------ DATA IN THIS EXERCISE ------

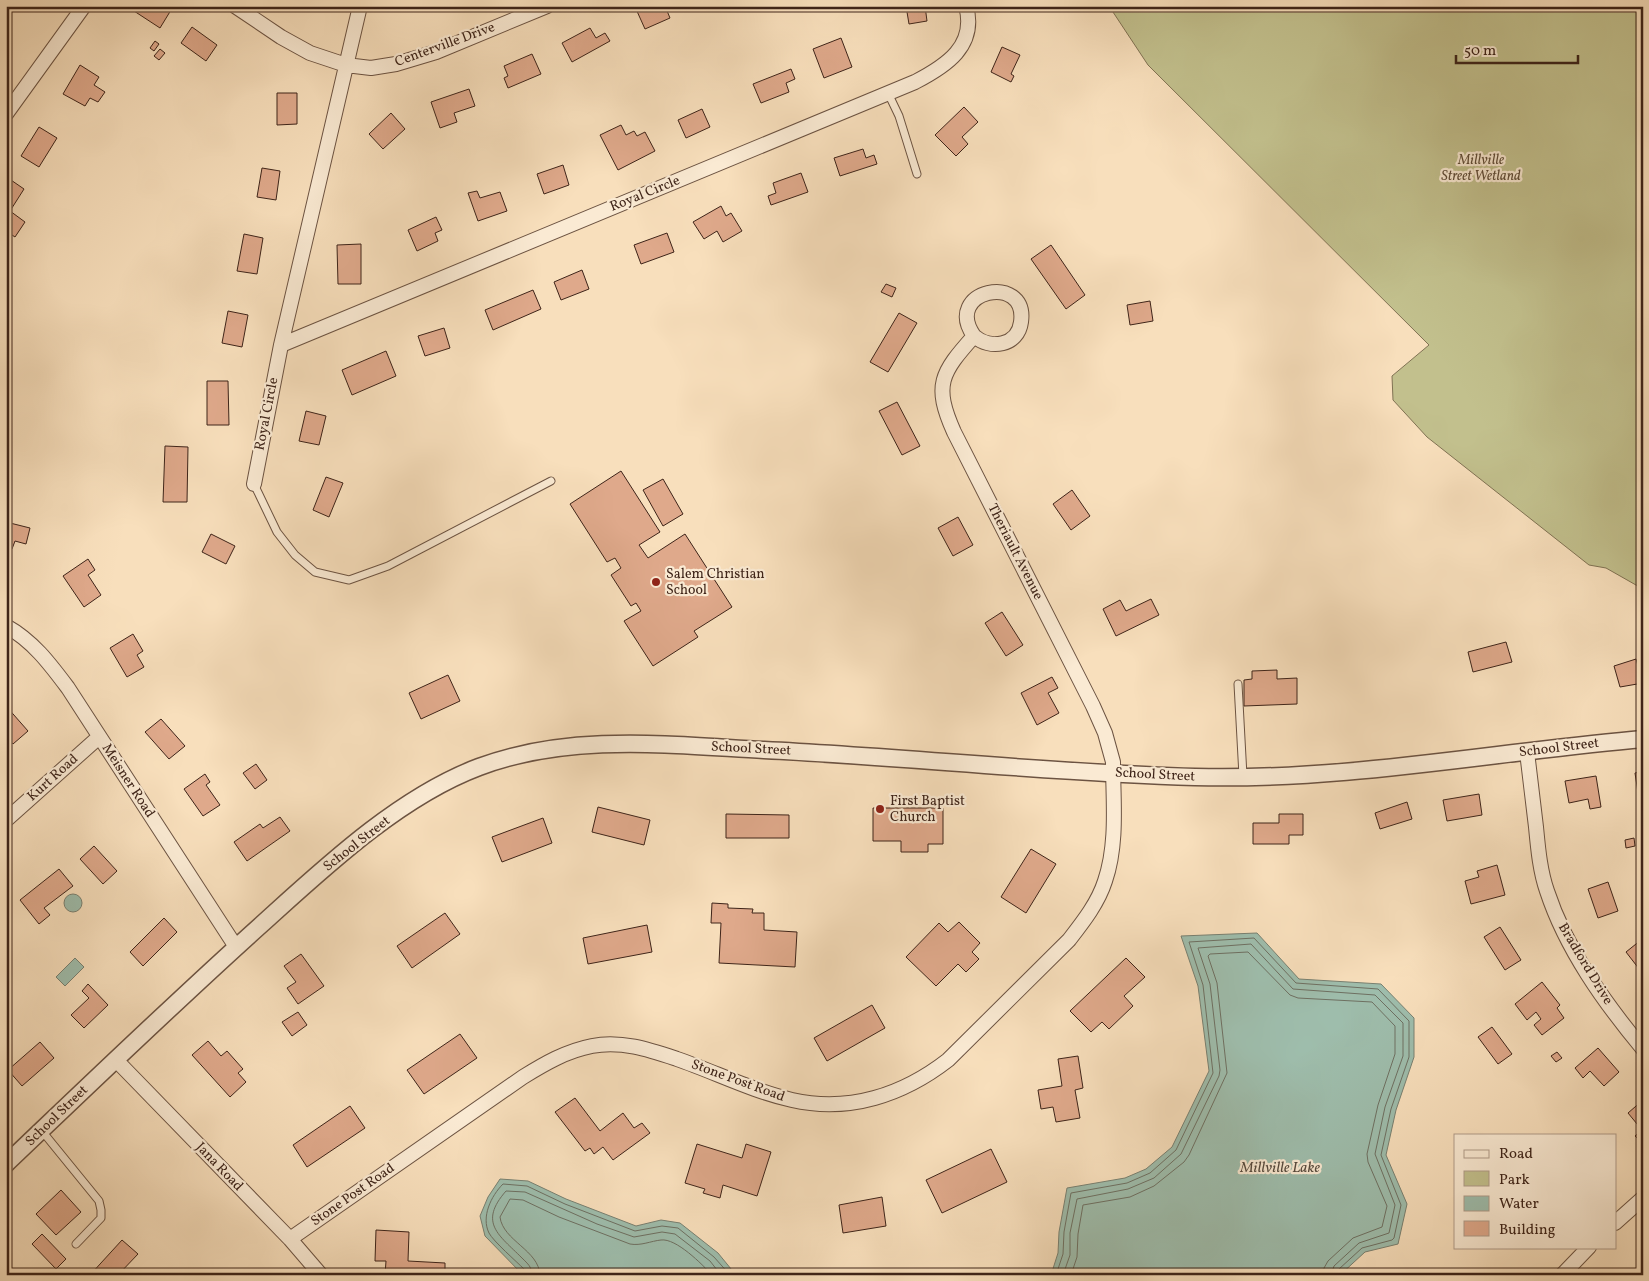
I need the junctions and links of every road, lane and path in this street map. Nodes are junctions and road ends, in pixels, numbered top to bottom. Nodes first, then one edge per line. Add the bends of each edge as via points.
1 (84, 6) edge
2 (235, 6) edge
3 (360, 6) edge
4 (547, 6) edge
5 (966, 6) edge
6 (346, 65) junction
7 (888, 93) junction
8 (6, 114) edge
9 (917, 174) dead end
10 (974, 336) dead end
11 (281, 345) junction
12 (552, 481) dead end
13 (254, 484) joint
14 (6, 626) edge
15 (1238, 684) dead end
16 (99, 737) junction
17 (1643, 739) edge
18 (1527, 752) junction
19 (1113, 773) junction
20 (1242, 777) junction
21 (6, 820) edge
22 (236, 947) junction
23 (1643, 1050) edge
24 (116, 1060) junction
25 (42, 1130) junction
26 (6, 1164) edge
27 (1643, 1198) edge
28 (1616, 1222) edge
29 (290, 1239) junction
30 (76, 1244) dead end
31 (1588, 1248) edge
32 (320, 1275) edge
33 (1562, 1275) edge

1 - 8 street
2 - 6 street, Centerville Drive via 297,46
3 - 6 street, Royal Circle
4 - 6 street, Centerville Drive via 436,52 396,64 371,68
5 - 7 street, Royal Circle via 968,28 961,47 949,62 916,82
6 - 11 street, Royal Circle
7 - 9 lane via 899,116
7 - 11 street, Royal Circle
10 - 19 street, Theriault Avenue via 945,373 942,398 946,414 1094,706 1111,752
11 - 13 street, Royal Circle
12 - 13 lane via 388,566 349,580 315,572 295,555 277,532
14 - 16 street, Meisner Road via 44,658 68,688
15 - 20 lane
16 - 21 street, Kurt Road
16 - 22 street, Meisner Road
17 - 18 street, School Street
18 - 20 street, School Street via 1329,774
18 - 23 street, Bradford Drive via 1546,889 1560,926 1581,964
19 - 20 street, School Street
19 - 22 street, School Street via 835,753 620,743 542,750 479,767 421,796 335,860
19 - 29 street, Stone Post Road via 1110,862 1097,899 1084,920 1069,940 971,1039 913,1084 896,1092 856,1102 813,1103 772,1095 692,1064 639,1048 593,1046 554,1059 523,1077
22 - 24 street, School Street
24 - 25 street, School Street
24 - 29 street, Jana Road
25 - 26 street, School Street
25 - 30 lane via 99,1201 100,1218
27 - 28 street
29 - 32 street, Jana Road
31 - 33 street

------

ABOUT THIS EXERCISE: Copy each line above that has the word "School".

REPLY TO THE EXERCISE:
17 - 18 street, School Street
18 - 20 street, School Street via 1329,774
19 - 20 street, School Street
19 - 22 street, School Street via 835,753 620,743 542,750 479,767 421,796 335,860
22 - 24 street, School Street
24 - 25 street, School Street
25 - 26 street, School Street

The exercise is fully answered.